A guy named Tao Lin did that by removing the time-out timer of TCP. As you know, when communicating through TCP, packets for which no acknowledgment is received -within a determined time- are resent. That's at the heart of the reliability achieved by the TCP protocol. Lin hard-coded a time and considered that a packet not acknowledged within 6 secs is never going to be so and can thus be forgotten. This removes the need to resend it.
That's interesting. Somehow, it brings us closer to an UDP protocol. In some sense, we choose the way and content of what we want to communicate. The underlying assumption is that packets are rarely lost -and if they are, we suck it up and live with it.
Notice that that's what's done with video and audio: if the image freezes for sec...you really don't care to see later what the second you missed before!
This means, these kind of shortcuts drive the solutions for IoT, and hence, the whole technology towards a real-time experience, and it makes sense I guess. It's also part of our time where everything is geared towards immediacy.
Embbeded TCP/IP implementations are :
- µC/TCP-IP
- openTCP
- lwIP : Aside from the TCP/IP stack, lwIP has several other important parts, such as a network interface, an operating system emulation layer, buffers and a memory management section. The operating system emulation layer and the network interface allow the network stack to be transplanted into an operating system, as it provides a common interface between lwIP code and the operating system kernel.
These require of the order or several 10KiB and some kind of underlying OS. (Did you notice? Somebody else also thought of the "micro" prefix. ;-). However, there are other solutions that bypass that latter requirement and access the hardware directly.

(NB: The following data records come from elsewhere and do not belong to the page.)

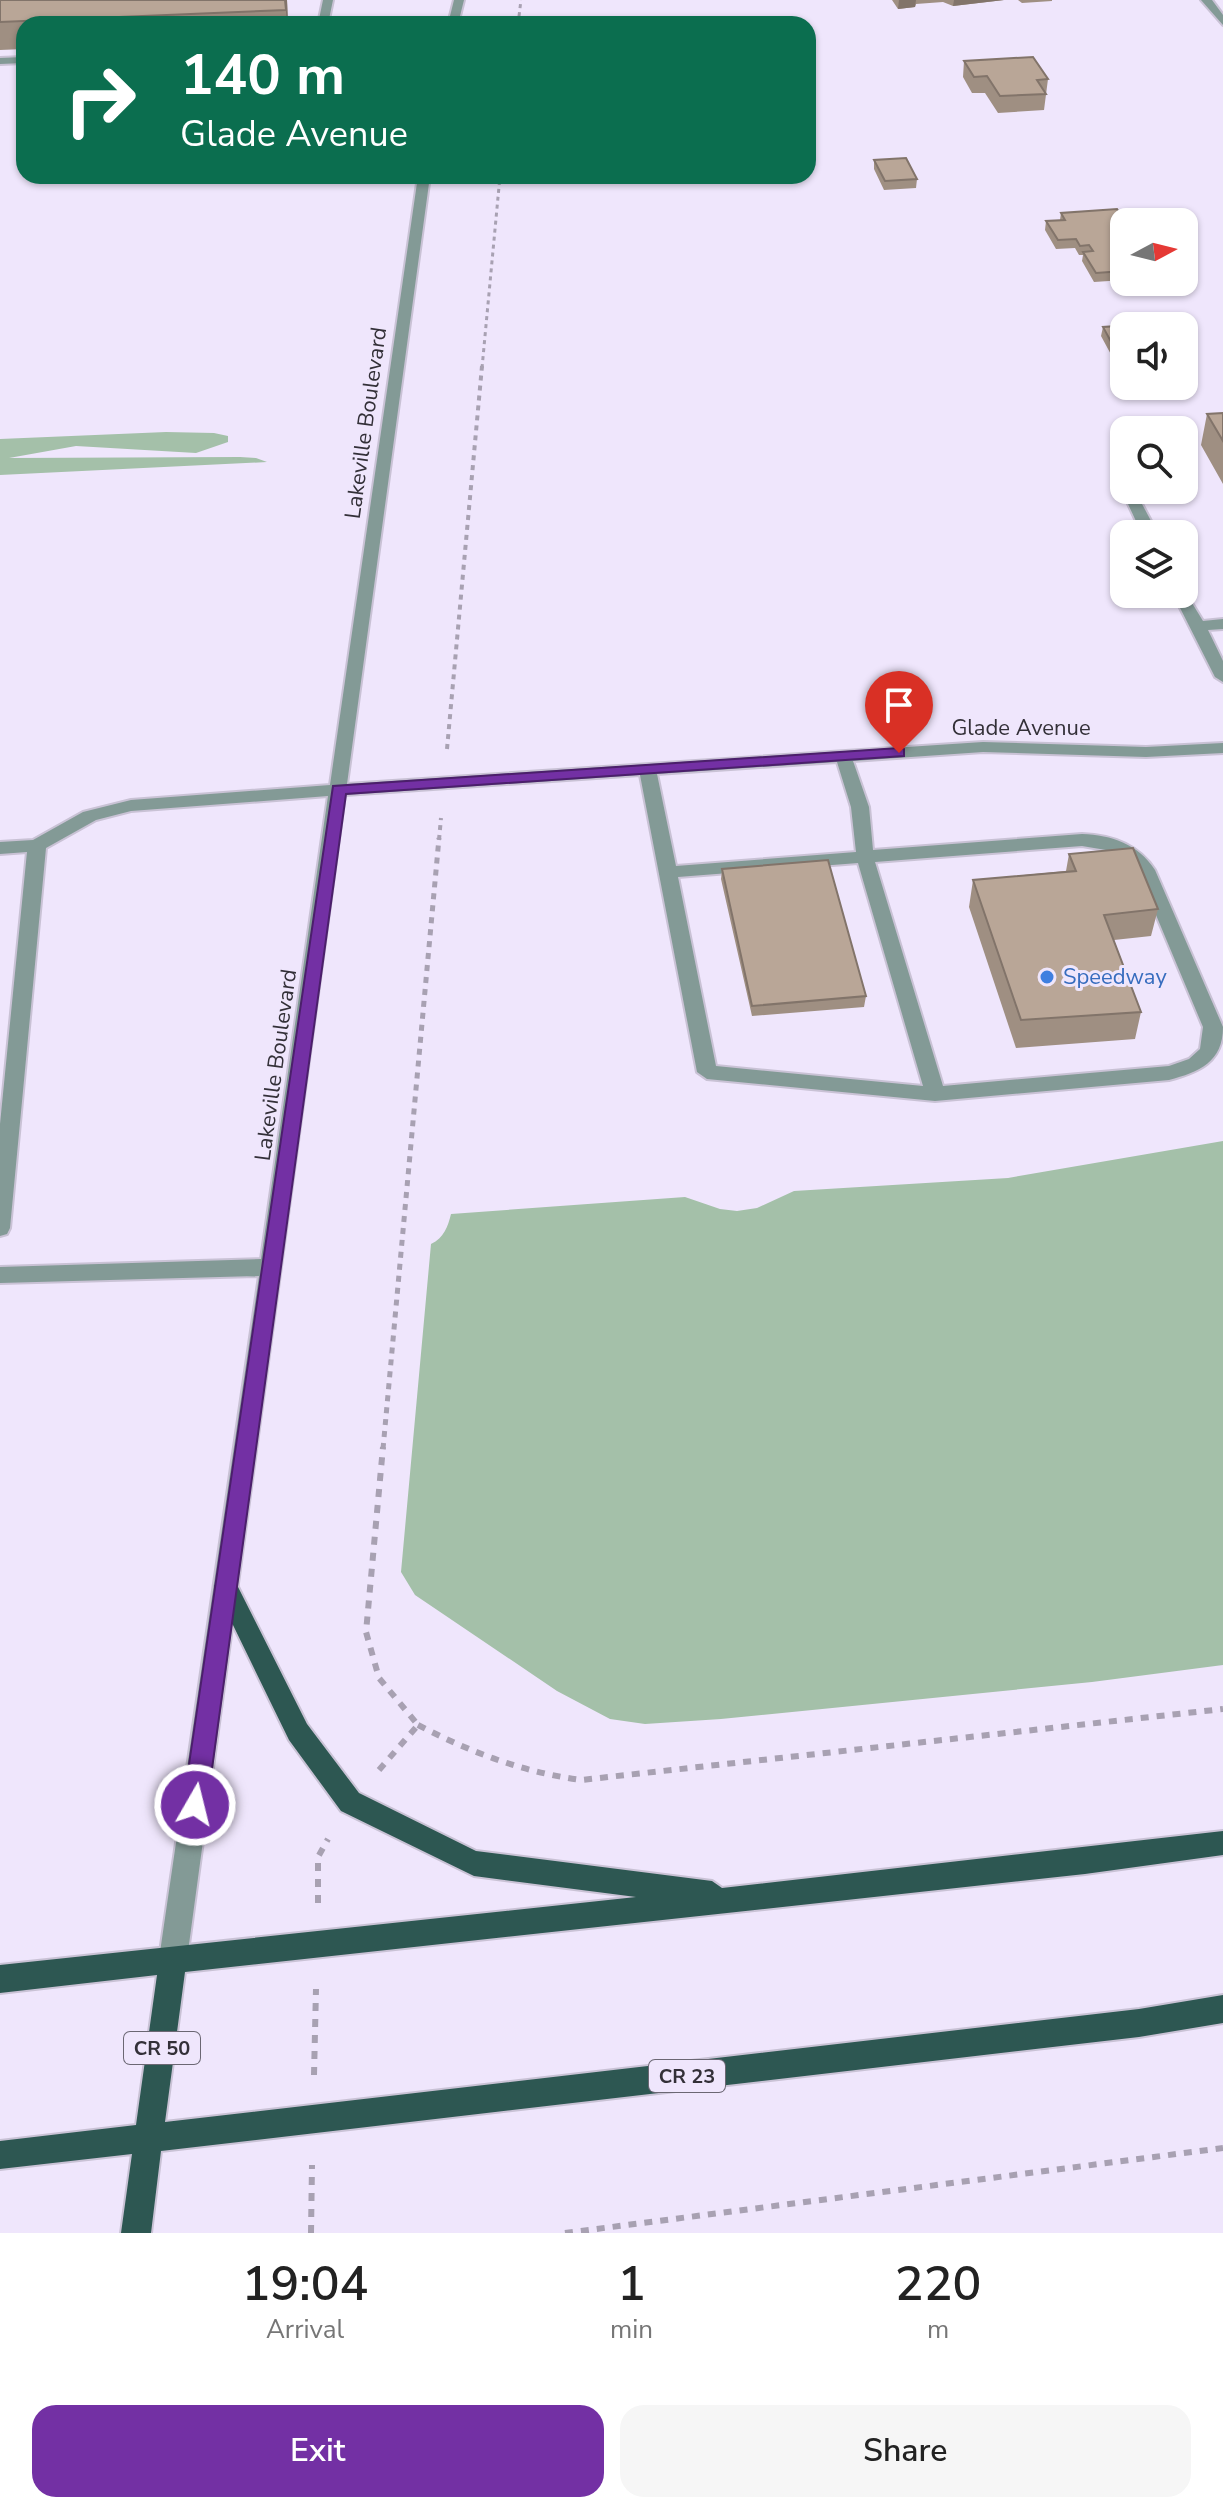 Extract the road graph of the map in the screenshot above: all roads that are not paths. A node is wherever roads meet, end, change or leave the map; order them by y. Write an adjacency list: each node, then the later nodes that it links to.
1 (1206, 0): 2 (street)
2 (1223, 22)
3 (423, 184): 13 (street, Lakeville Boulevard)
4 (1135, 504): 5 (street)
5 (1143, 520)
6 (1188, 608): 8 (street)
7 (1223, 624): 8 (street)
8 (1198, 626): 9 (street)
9 (1223, 677)
10 (1223, 748): 11 (street, Glade Avenue)
11 (843, 756): 12 (street, Glade Avenue); 16 (street)
12 (648, 770): 13 (street, Glade Avenue); 17 (street)
13 (339, 789): 14 (street, Glade Avenue); 20 (street, Lakeville Boulevard)
14 (37, 845): 15 (street); 19 (street)
15 (0, 848)
16 (865, 857): 17 (street); 18 (street); 18 (street)
17 (668, 872): 18 (street)
18 (935, 1094)
19 (0, 1228)
20 (272, 1267): 21 (street); 22 (street, Lakeville Boulevard)
21 (0, 1275)
22 (226, 1586): 24 (main road); 25 (street, Lakeville Boulevard)
23 (1223, 1843): 24 (main road)
24 (743, 1898): 25 (main road)
25 (173, 1959): 26 (main road); 28 (main road, CR 50)
26 (0, 1979)
27 (1223, 2009): 28 (main road, CR 23)
28 (150, 2137): 29 (main road, CR 23); 30 (main road, CR 50)
29 (0, 2155)
30 (136, 2233) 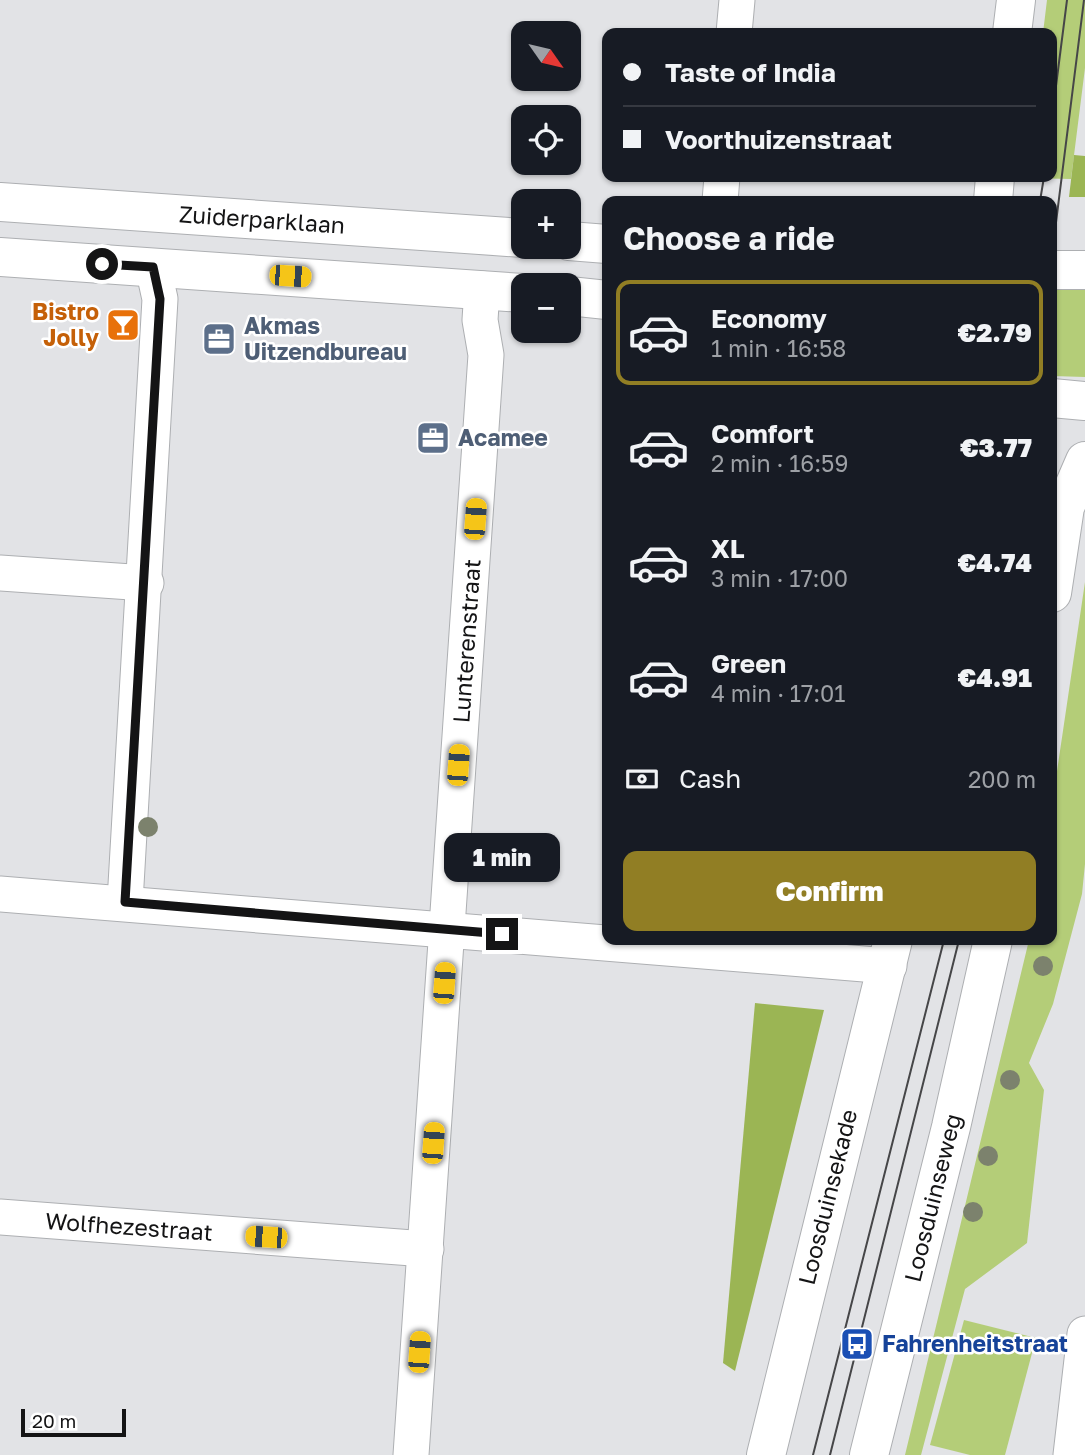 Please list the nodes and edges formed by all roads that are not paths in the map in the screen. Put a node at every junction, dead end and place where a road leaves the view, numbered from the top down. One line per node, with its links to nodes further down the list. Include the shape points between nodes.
1 (737, 0): 3 (street)
2 (1016, 0): 4 (main road)
3 (734, 28)
4 (1013, 28)
5 (0, 202): 6 (main road, Zuiderparklaan)
6 (511, 237)
7 (581, 242): 8 (main road)
8 (602, 244)
9 (0, 257): 12 (main road)
10 (1057, 270): 11 (main road)
11 (1085, 270)
12 (157, 283): 16 (main road); 22 (street)
13 (511, 296): 16 (main road)
14 (581, 297): 15 (main road)
15 (602, 299)
16 (481, 305): 25 (street, Lunterenstraat, via 486,355)
17 (1057, 398): 18 (main road)
18 (1085, 401)
19 (1085, 461): 20 (main road, via 1065,507)
20 (1057, 560)
21 (0, 573): 22 (street)
22 (146, 583): 24 (street)
23 (0, 894): 24 (street)
24 (125, 902): 25 (street)
25 (447, 930): 26 (street); 31 (street, Lunterenstraat)
26 (602, 938)
27 (737, 945): 29 (street)
28 (992, 945): 35 (main road, Loosduinseweg)
29 (891, 953): 34 (main road, Loosduinsekade)
30 (0, 1217): 31 (street, Wolfhezestraat)
31 (426, 1249): 33 (street, Lunterenstraat)
32 (1085, 1334): 36 (street)
33 (411, 1455)
34 (766, 1455)
35 (869, 1455)
36 (1071, 1455)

The limitation on resources means that these solutions deal only with one segment at a time and
do not manage
- network congestion management
- sorting of incoming packets
- IP fragmentation
- urgent TCP data packets.
Specific examples
An example is WebCard, a web server for JavaCard:
- Only considers packets to port 80
- Ignores any TCP option
- Only uses HTTP1.0 not ver. 1.1
- Only implements the GET method.
- It doesn't handle IP fragmentation: it is assumed the GET request fits and arrives in one single packet!
I hadn't thought on IP fragmentation yet. But I was conceiving Awebs as offering only the GET mechanism indeed.
Another example is MiniWeb, which is a proof of concept. It uses 24-28Bytes of RAM for the executable code and C source is a mere 400 lines long. The author doesn't mean it as more than what it is though: "It is important to note that this approach of course is totally and utterly wrong; a system using this approach should not be connected to an actual network, let alone the global Internet!".
It is of course limited compare to usual web servers: it handles only one connection at a time. Obviously, it doesn't offer dynamic content either.
Additional technological shortcuts are, e.g., client-side execution, as is the idea of AJAX, or co-design of IoT system and software.
Another project is
Ethernut:
This is an Open Source Hardware and Software Project for building tiny Embedded Ethernet Devices. Firmware, hardware and (programming) tools are all developed within the same project.
This wikipedia page is a trove on low-level IoT technology. It ends with a table of examples of different embedded webservers. Notice that in french, a byte is called an octet. Thus they say kilo-octet (Ko) instead of kilobyte (KiB).
Conclusions
The low-level world of IoT is fascinating and fun. At least I'm realizing that, now that I'm writing those hands-on examples of networking code.
Maybe I have to chance to have a closer look into one of those projects.
Among those apparently more developed and/or not abandoned seem to be
at least they are the ones that got my attention. Ok, two more did as well, but I digressed already enough on this topic for me to devote it more time. Anyway, I'm curious about microTCP and openTCP mentioned above.